Work to be completed. Would you please copy every line below that includes the string "Taubenstraße"?

Saved data entries:
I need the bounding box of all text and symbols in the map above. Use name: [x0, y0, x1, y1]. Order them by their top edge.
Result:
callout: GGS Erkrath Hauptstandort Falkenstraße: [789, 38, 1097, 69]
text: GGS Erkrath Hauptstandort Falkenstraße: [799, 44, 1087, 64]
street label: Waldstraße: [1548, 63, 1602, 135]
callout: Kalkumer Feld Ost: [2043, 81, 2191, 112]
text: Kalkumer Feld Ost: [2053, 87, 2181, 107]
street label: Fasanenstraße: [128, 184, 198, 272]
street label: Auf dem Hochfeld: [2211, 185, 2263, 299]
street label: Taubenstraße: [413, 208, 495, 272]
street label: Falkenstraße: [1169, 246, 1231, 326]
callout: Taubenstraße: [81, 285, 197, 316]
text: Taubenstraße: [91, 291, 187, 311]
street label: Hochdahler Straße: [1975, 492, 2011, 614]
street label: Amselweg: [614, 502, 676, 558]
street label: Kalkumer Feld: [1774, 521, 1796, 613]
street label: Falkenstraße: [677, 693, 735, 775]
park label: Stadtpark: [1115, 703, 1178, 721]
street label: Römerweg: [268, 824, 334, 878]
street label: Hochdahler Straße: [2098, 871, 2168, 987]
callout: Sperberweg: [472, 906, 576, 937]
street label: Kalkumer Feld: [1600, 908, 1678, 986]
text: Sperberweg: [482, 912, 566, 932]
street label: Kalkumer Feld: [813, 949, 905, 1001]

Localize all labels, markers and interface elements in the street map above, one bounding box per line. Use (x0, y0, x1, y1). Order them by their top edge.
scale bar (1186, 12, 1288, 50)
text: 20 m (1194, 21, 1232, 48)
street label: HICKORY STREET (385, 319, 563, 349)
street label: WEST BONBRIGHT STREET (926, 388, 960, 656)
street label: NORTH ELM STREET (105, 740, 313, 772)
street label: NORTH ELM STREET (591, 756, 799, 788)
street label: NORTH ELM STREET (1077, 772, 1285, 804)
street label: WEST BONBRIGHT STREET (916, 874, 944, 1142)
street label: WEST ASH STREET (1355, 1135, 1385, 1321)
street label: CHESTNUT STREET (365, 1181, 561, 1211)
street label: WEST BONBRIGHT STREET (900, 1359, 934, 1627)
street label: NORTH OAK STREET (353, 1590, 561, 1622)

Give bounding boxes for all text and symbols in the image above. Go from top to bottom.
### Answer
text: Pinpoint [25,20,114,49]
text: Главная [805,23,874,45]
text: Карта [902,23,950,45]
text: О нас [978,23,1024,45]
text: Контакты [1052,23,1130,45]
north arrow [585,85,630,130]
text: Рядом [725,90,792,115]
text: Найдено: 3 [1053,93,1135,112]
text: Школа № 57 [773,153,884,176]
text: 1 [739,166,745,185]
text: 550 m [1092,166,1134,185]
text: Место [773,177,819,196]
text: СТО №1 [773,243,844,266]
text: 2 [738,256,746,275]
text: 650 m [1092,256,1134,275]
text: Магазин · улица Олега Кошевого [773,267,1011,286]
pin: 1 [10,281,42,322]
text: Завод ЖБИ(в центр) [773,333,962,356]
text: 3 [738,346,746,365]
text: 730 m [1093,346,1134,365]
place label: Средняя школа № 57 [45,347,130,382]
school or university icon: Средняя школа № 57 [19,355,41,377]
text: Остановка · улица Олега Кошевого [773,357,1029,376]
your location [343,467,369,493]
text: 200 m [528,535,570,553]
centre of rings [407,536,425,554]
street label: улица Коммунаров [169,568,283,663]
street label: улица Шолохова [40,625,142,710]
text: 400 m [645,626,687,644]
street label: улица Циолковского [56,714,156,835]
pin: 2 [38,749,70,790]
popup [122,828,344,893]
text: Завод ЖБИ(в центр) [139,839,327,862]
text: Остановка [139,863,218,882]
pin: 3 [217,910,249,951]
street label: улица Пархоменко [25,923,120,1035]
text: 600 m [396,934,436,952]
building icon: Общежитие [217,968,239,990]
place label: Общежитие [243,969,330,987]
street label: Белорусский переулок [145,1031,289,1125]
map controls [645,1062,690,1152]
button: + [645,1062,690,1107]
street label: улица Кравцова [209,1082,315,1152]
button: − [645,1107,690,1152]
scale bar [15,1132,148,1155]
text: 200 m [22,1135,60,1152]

Output of the task.
street label: Taubenstraße: [413, 208, 495, 272]
callout: Taubenstraße: [81, 285, 197, 316]
text: Taubenstraße: [91, 291, 187, 311]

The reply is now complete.